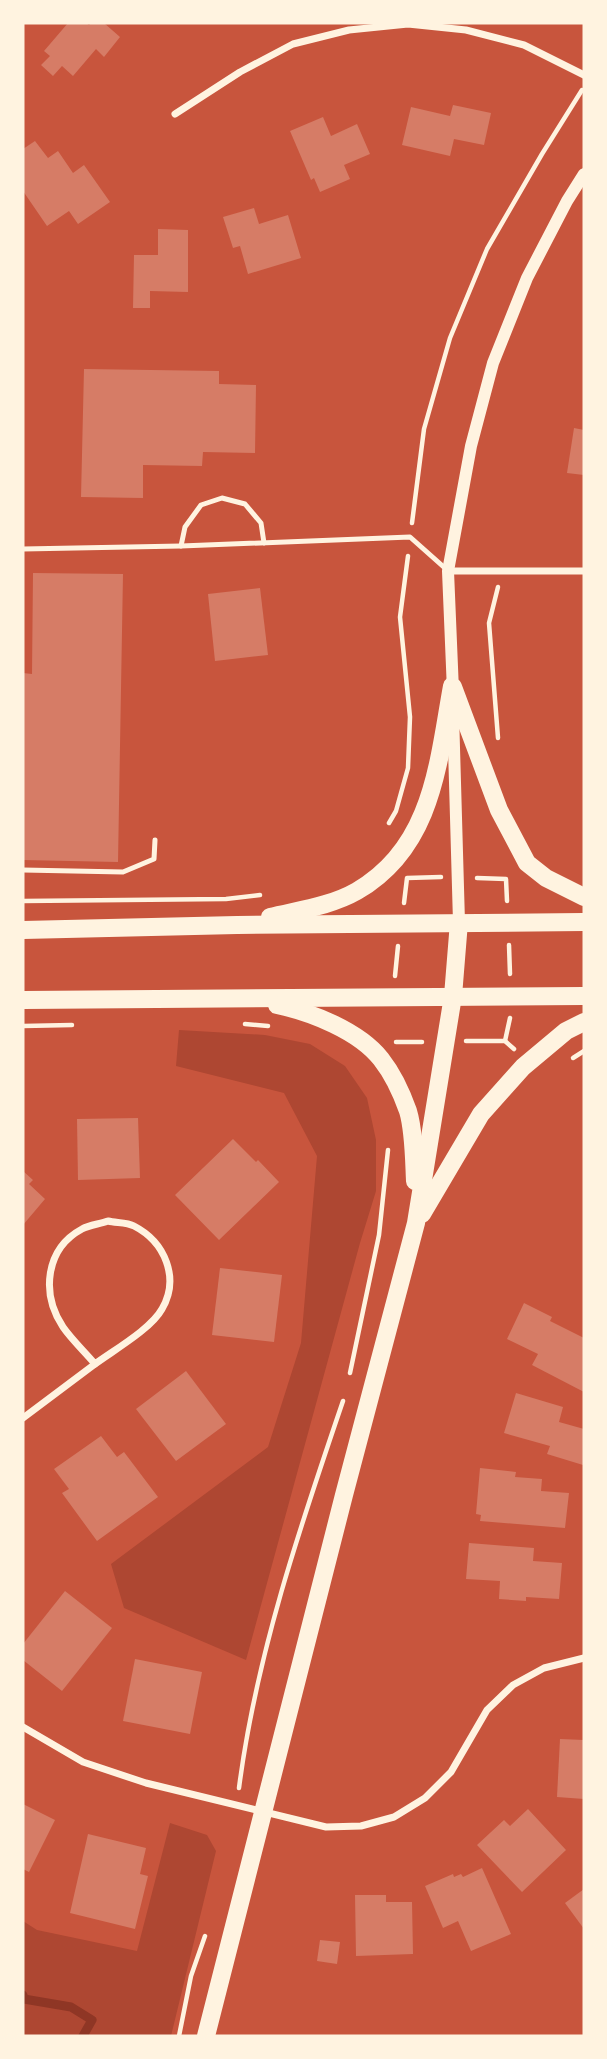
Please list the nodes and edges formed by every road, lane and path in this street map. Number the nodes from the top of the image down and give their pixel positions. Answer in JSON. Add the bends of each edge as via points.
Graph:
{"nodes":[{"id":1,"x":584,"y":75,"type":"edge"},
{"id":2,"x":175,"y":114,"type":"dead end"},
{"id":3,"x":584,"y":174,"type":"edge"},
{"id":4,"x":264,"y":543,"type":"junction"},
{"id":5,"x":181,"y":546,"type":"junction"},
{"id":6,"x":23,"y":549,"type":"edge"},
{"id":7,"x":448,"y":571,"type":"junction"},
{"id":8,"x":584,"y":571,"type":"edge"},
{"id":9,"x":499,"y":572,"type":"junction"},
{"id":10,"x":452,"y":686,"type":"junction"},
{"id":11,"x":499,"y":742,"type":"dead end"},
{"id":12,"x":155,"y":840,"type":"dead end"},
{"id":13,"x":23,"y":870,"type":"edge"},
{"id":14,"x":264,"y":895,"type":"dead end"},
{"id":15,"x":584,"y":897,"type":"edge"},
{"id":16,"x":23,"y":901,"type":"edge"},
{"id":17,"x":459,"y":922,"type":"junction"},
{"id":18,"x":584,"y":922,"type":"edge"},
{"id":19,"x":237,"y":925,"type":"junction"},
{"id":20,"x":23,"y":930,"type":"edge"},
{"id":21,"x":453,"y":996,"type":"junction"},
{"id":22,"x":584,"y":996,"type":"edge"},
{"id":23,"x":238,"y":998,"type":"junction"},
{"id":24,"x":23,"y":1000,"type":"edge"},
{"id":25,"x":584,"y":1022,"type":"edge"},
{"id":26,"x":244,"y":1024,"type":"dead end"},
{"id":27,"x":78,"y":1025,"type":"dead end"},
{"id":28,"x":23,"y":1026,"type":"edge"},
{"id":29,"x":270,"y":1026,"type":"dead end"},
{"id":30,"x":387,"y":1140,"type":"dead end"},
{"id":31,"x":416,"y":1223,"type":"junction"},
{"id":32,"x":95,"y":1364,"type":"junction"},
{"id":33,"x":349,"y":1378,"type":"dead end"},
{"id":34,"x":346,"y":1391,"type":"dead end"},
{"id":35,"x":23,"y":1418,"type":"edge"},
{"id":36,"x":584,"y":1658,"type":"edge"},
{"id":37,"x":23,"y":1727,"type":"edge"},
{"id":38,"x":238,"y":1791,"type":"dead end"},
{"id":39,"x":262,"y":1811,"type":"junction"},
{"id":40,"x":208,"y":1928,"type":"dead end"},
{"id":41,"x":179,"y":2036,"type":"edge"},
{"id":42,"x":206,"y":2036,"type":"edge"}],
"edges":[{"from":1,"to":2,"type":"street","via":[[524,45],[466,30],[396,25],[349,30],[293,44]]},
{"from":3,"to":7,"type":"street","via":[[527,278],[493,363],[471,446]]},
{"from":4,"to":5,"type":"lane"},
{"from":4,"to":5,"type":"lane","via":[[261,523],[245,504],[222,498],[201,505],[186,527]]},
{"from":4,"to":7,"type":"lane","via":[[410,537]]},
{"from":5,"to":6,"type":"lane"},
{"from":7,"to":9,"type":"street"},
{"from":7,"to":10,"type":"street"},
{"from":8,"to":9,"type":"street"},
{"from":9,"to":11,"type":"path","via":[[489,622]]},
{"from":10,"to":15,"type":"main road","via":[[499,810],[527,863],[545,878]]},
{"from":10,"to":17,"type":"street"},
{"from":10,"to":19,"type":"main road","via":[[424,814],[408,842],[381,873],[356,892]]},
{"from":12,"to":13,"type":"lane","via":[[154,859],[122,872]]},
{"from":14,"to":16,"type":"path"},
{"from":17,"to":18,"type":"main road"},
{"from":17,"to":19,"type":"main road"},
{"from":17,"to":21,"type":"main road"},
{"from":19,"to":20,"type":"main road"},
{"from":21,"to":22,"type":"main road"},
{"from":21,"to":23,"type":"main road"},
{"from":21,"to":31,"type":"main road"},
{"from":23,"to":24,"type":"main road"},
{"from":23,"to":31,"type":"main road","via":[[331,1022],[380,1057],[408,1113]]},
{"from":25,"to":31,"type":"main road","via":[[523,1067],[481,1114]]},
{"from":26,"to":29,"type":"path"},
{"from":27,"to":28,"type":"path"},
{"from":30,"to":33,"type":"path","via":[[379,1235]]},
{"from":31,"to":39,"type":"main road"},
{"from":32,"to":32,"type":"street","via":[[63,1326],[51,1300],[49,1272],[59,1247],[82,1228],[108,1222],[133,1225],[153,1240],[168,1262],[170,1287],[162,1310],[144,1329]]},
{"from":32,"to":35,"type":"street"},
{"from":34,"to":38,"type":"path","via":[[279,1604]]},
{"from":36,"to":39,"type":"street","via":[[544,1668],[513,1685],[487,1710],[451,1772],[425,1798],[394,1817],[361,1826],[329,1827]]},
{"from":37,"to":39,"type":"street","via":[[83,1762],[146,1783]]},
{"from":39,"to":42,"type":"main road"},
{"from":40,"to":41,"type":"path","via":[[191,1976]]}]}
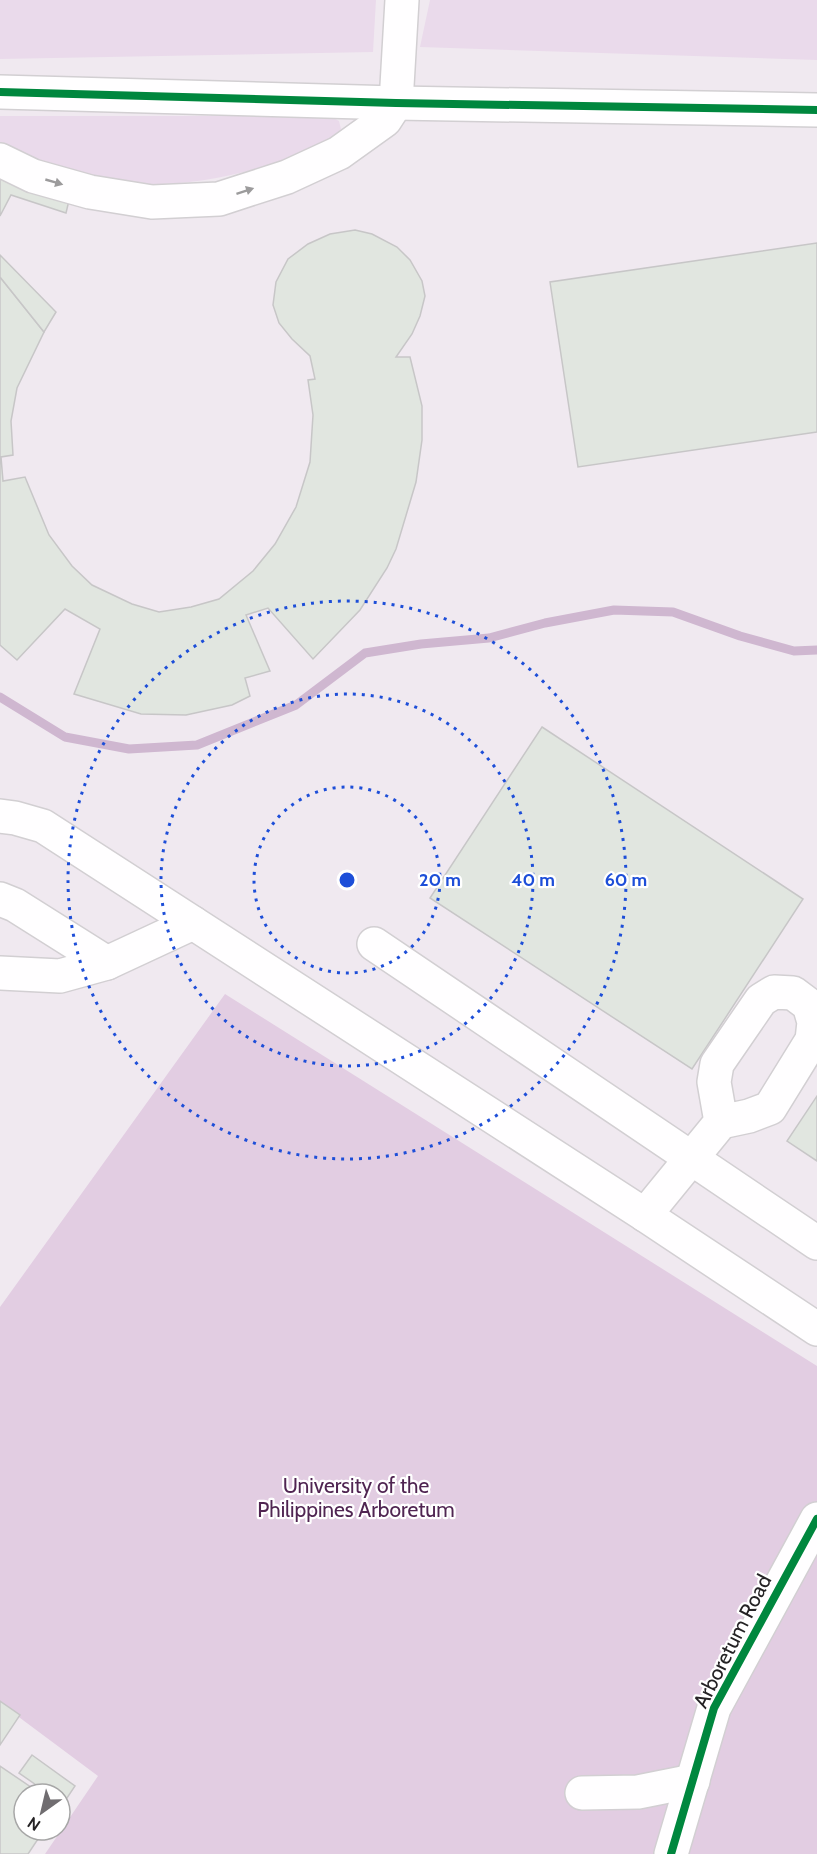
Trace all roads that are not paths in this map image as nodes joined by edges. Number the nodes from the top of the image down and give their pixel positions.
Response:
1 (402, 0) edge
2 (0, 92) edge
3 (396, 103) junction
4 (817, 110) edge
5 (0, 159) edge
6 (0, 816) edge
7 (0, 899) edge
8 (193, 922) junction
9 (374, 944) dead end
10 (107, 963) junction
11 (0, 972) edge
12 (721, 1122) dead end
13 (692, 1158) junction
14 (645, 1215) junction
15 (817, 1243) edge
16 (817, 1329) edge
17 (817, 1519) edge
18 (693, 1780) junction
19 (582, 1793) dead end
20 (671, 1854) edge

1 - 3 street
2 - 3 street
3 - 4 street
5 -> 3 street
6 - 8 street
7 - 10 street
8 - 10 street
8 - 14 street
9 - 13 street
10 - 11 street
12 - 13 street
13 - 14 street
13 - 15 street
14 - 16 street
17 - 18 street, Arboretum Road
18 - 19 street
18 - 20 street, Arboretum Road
####################
Work task: Look for the line with "Trace all roads" in the listing above. Print it and each later line exactly, ending with the last line.

Written solution:
Trace all roads that are not paths in this map image as nodes joined by edges. Number the nodes from the top of the image down and give their pixel positions.
Response:
1 (402, 0) edge
2 (0, 92) edge
3 (396, 103) junction
4 (817, 110) edge
5 (0, 159) edge
6 (0, 816) edge
7 (0, 899) edge
8 (193, 922) junction
9 (374, 944) dead end
10 (107, 963) junction
11 (0, 972) edge
12 (721, 1122) dead end
13 (692, 1158) junction
14 (645, 1215) junction
15 (817, 1243) edge
16 (817, 1329) edge
17 (817, 1519) edge
18 (693, 1780) junction
19 (582, 1793) dead end
20 (671, 1854) edge

1 - 3 street
2 - 3 street
3 - 4 street
5 -> 3 street
6 - 8 street
7 - 10 street
8 - 10 street
8 - 14 street
9 - 13 street
10 - 11 street
12 - 13 street
13 - 14 street
13 - 15 street
14 - 16 street
17 - 18 street, Arboretum Road
18 - 19 street
18 - 20 street, Arboretum Road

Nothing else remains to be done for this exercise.